Today in the US, many corporations can influence both the politics and the economy of the country. Corporations fund future presidents’ political campaigns, set the agenda for journalists with stunning scandals, and invest heavily in new businesses and jobs. Therefore, it is imperative to understand the board of directors’ responsibilities and specifics of internal relations between people holding certain positions in the corporation. This paper aims to present a concept of the board of directors’ obligations and discuss how these obligations may be distorted on the example of the Enron scam corporation.

Definition and Explanation for the Concept

Since the corporation is a rather complex structure, the relationship’s complexity sometimes covers dishonest or irresponsible behavior. An organization’s charter usually defines the board of directors’ responsibilities and obligations (Price, 2018). Besides, job descriptions detail the duties of directors. Typically, the chairman of the board of directors’ primary liability is to lead and direct the board. The board chairman must be aware of all decisions the board makes and must have strong relationships with directors, CEO, managers, corporate secretary, and committees.

Simultaneously, the purpose of the board’s existence is to represent a diverse and independent perspective. The main task of the board members is to carry out strategic planning. Therefore, directors who sit on the board meetings should critically assess the corporation’s performance and ask challenging questions to reveal all sides of the problems (Price, 2018). They also need to be well informed and involved in critical processes to identify and manage risks. Thus, the board of directors is responsible for solving any problems that the corporation’s business faces. At the same time, the corporate secretary often has a legal and accounting education and performs as the corporation’s authorized representative.

Summary of the Film

Enron: Smartest Guys in the Room is a documentary that describes the most striking scandal of 2000, namely, the fall of the Enron Corporation, which turned out to be a common scam. Responsible persons such as chairman Ken Lay and his appointed CEO Jeff Skilling carried out a series of fraudulent activities, making billions of dollars, staying confident that they would get away with it. However, after their actions crossed all boundaries, Lay and Skilling, as well as other stakeholders, got what they deserved. Many were sent to prison; some did not live to be released or even imprisoned.

How the Film Illustrated the Concept

Americans were outraged by the inhumanity and rudeness with which Enron manipulated the stock markets, influencing the formation of electricity prices through multiple blackouts in California. Although ordinary employees of the company received an average salary, board members have accumulated billions of dollars quickly. They received this money, in particular, from the residents of California, who were forced to buy electricity from the state at a hugely inflated price. As a result, the Governor of California lost his political influence and was replaced by the famous actor Arnold Schwarzenegger.

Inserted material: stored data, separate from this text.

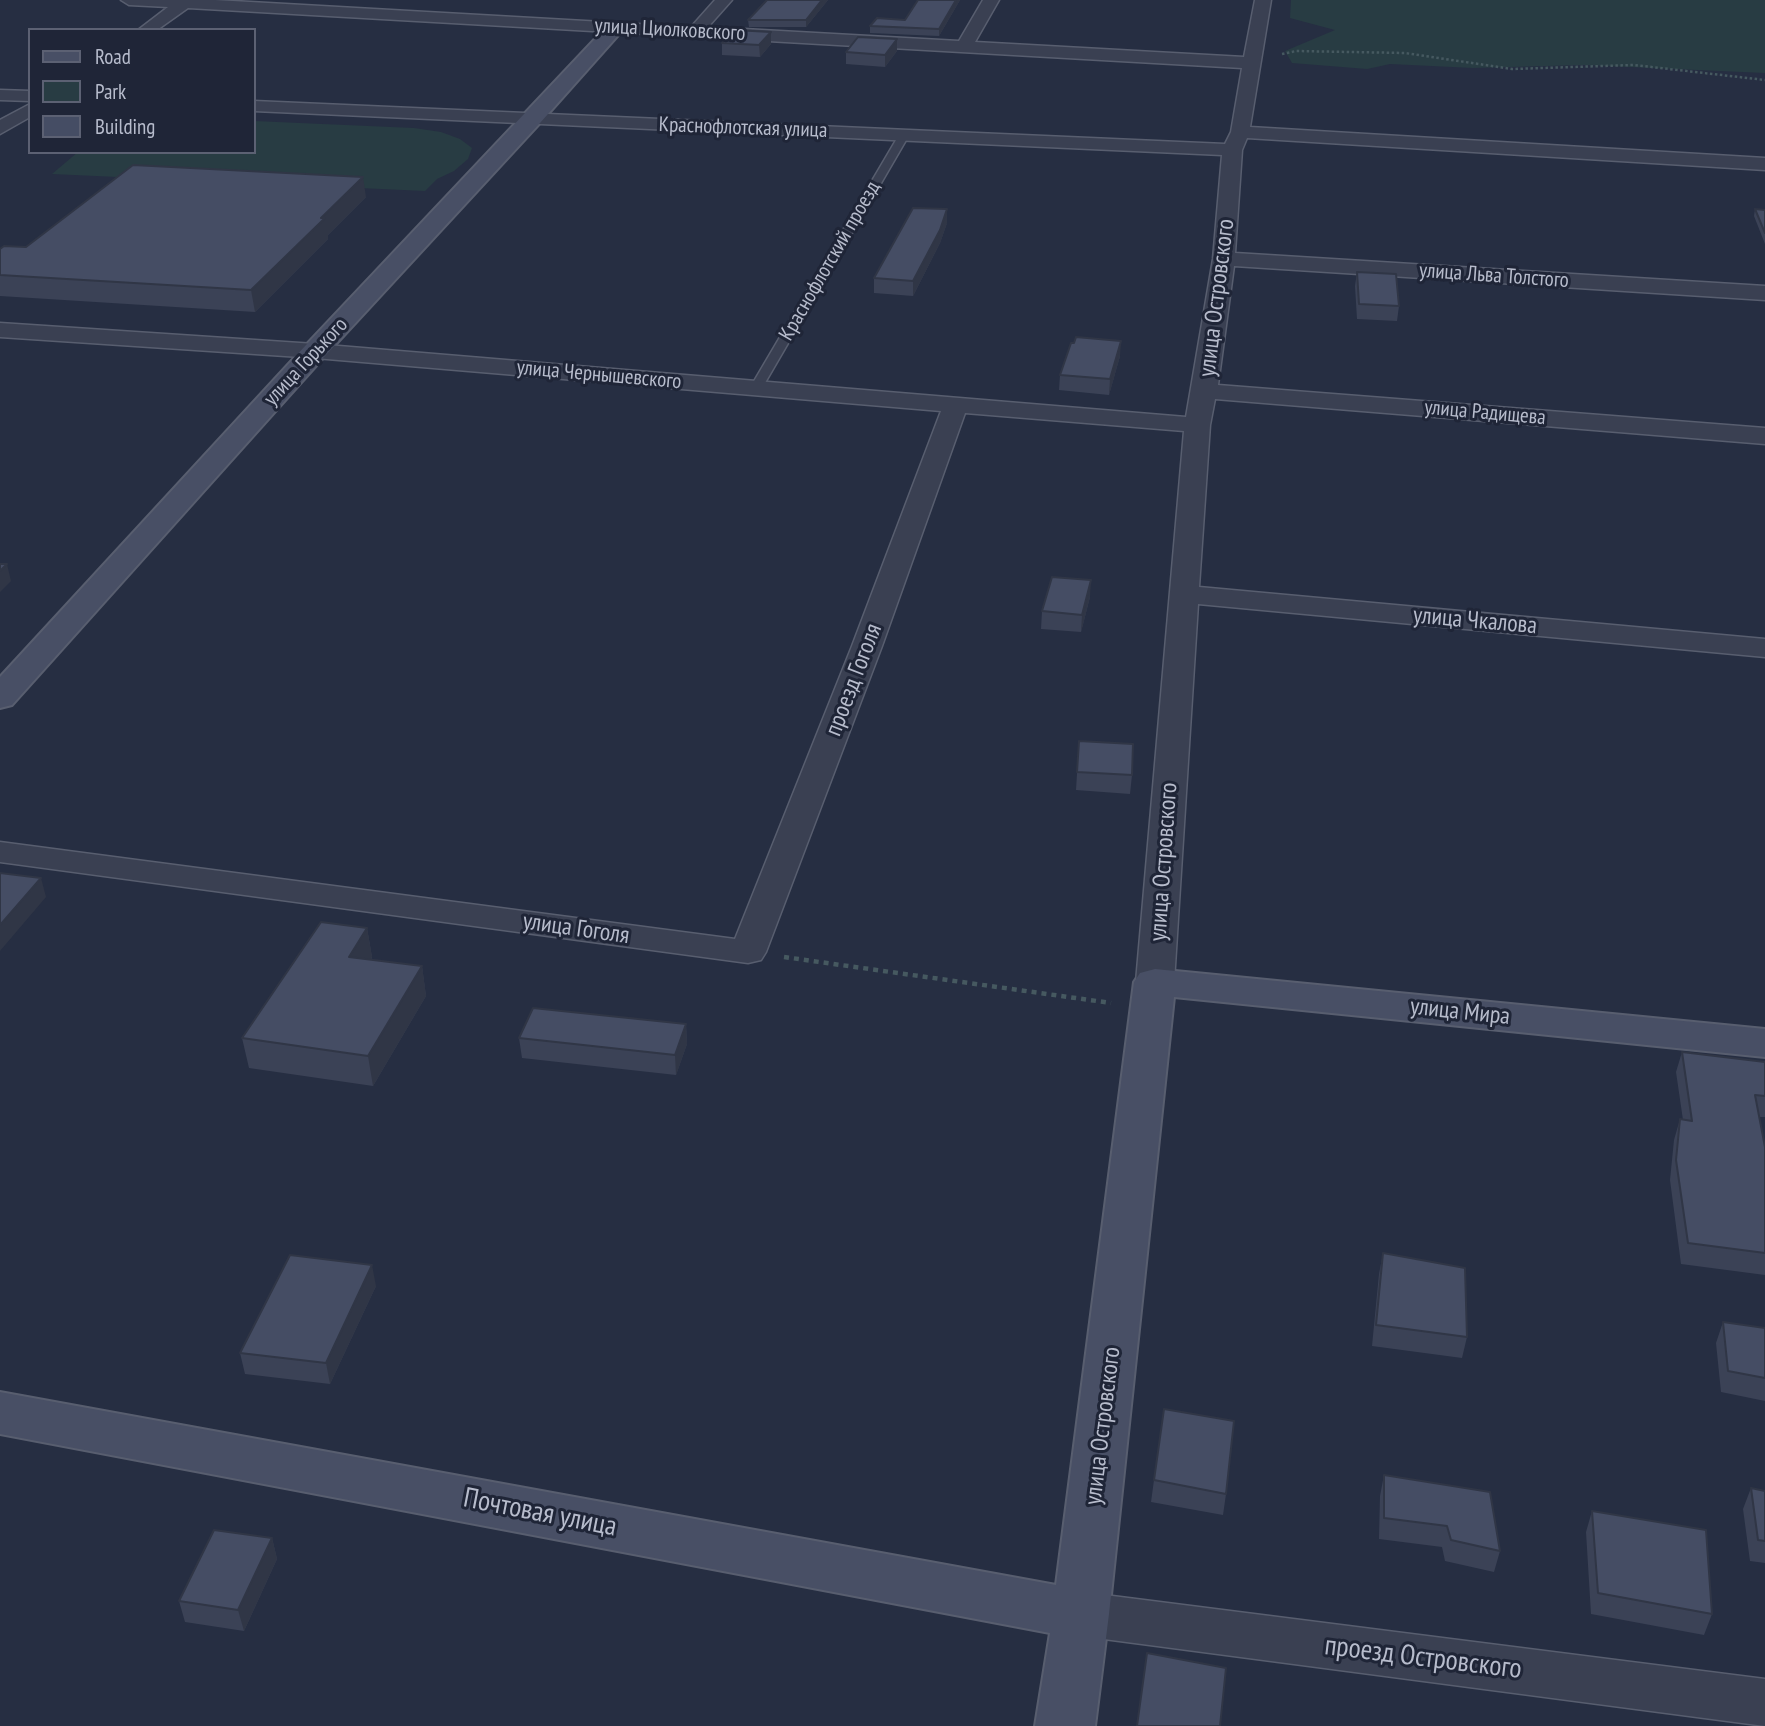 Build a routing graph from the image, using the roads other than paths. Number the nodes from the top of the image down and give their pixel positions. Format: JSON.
{"nodes":[{"id":1,"x":129,"y":0,"type":"edge"},
{"id":2,"x":450,"y":0,"type":"edge"},
{"id":3,"x":724,"y":0,"type":"edge"},
{"id":4,"x":991,"y":0,"type":"edge"},
{"id":5,"x":1263,"y":0,"type":"edge"},
{"id":6,"x":187,"y":1,"type":"edge"},
{"id":7,"x":429,"y":16,"type":"junction"},
{"id":8,"x":149,"y":28,"type":"edge"},
{"id":9,"x":614,"y":28,"type":"junction"},
{"id":10,"x":696,"y":31,"type":"junction"},
{"id":11,"x":964,"y":47,"type":"junction"},
{"id":12,"x":1252,"y":60,"type":"junction"},
{"id":13,"x":0,"y":95,"type":"edge"},
{"id":14,"x":28,"y":96,"type":"edge"},
{"id":15,"x":256,"y":106,"type":"edge"},
{"id":16,"x":28,"y":109,"type":"edge"},
{"id":17,"x":533,"y":119,"type":"junction"},
{"id":18,"x":0,"y":128,"type":"edge"},
{"id":19,"x":904,"y":135,"type":"junction"},
{"id":20,"x":1236,"y":141,"type":"junction"},
{"id":21,"x":1765,"y":163,"type":"edge"},
{"id":22,"x":1224,"y":260,"type":"junction"},
{"id":23,"x":1765,"y":293,"type":"edge"},
{"id":24,"x":0,"y":330,"type":"edge"},
{"id":25,"x":315,"y":351,"type":"junction"},
{"id":26,"x":756,"y":388,"type":"junction"},
{"id":27,"x":1205,"y":391,"type":"junction"},
{"id":28,"x":955,"y":406,"type":"junction"},
{"id":29,"x":1197,"y":425,"type":"junction"},
{"id":30,"x":1765,"y":436,"type":"edge"},
{"id":31,"x":1184,"y":594,"type":"junction"},
{"id":32,"x":1765,"y":649,"type":"edge"},
{"id":33,"x":0,"y":698,"type":"edge"},
{"id":34,"x":0,"y":852,"type":"edge"},
{"id":35,"x":748,"y":952,"type":"joint"},
{"id":36,"x":1153,"y":995,"type":"junction"},
{"id":37,"x":1765,"y":1043,"type":"edge"},
{"id":38,"x":0,"y":1412,"type":"edge"},
{"id":39,"x":1081,"y":1614,"type":"junction"},
{"id":40,"x":1765,"y":1703,"type":"edge"},
{"id":41,"x":1065,"y":1726,"type":"edge"}],
"edges":[{"from":1,"to":6,"type":"street","name":"улица Циолковского"},
{"from":2,"to":7,"type":"street"},
{"from":3,"to":10,"type":"street"},
{"from":4,"to":11,"type":"street"},
{"from":5,"to":12,"type":"street","name":"улица Островского"},
{"from":6,"to":7,"type":"street","name":"улица Циолковского"},
{"from":6,"to":8,"type":"street"},
{"from":7,"to":9,"type":"street","name":"улица Циолковского"},
{"from":9,"to":10,"type":"street","name":"улица Циолковского"},
{"from":9,"to":17,"type":"street","name":"улица Горького"},
{"from":10,"to":11,"type":"street","name":"улица Циолковского"},
{"from":11,"to":12,"type":"street","name":"улица Циолковского"},
{"from":12,"to":20,"type":"street","name":"улица Островского"},
{"from":13,"to":14,"type":"street"},
{"from":15,"to":17,"type":"street","name":"Краснофлотская улица"},
{"from":16,"to":18,"type":"street"},
{"from":17,"to":19,"type":"street","name":"Краснофлотская улица"},
{"from":17,"to":25,"type":"street","name":"улица Горького"},
{"from":19,"to":20,"type":"street","name":"Краснофлотская улица"},
{"from":19,"to":26,"type":"lane","name":"Краснофлотский проезд"},
{"from":20,"to":21,"type":"street","name":"Краснофлотская улица"},
{"from":20,"to":22,"type":"street","name":"улица Островского"},
{"from":22,"to":23,"type":"street","name":"улица Льва Толстого"},
{"from":22,"to":27,"type":"street","name":"улица Островского"},
{"from":24,"to":25,"type":"street","name":"улица Чернышевского"},
{"from":25,"to":26,"type":"street","name":"улица Чернышевского"},
{"from":25,"to":33,"type":"street","name":"улица Горького"},
{"from":26,"to":28,"type":"street","name":"улица Чернышевского"},
{"from":27,"to":29,"type":"street","name":"улица Островского"},
{"from":27,"to":30,"type":"street","name":"улица Радищева"},
{"from":28,"to":29,"type":"street","name":"улица Чернышевского"},
{"from":28,"to":35,"type":"street","name":"проезд Гоголя"},
{"from":29,"to":31,"type":"street","name":"улица Островского"},
{"from":31,"to":32,"type":"street","name":"улица Чкалова"},
{"from":31,"to":36,"type":"street","name":"улица Островского"},
{"from":34,"to":35,"type":"street","name":"улица Гоголя"},
{"from":36,"to":37,"type":"street","name":"улица Мира"},
{"from":36,"to":39,"type":"street","name":"улица Островского"},
{"from":38,"to":39,"type":"street","name":"Почтовая улица"},
{"from":39,"to":40,"type":"street","name":"проезд Островского"},
{"from":39,"to":41,"type":"street","name":"улица Островского"}]}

The chairman of the board of directors invested considerable sums in the political campaign of George W. Bush before he became president in 2000. Instead, the state did not intervene in the company’s illegal activities until these activities took on a truly staggering scale. It is noteworthy that ordinary employees were treated harshly. Jeff Skilling developed a scale from 1 to 5, rated their work, and fired up to 10% of staff every month, creating powerful internal competition and unhealthy relationships in the team. After the facts of fraud were proven and the company went bankrupt, more than 29 thousand employees hired by the company lost their jobs. Therefore, this film presents all types of violations of the board of directors’ obligations.

Thus, a concept of the obligations of the board of directors concept was presented. Besides, it was discussed how these obligations might be distorted on the example of Enron scam corporation. The behavior of the board of directors, chairman Ken Lay and CEO Jeff Skilling, can be considered extremely irresponsible. They knew about the fraud that was taking place in the company; moreover, they initiated it.


Price, N. (2018). The roles and responsibilities of a board of directors. Web.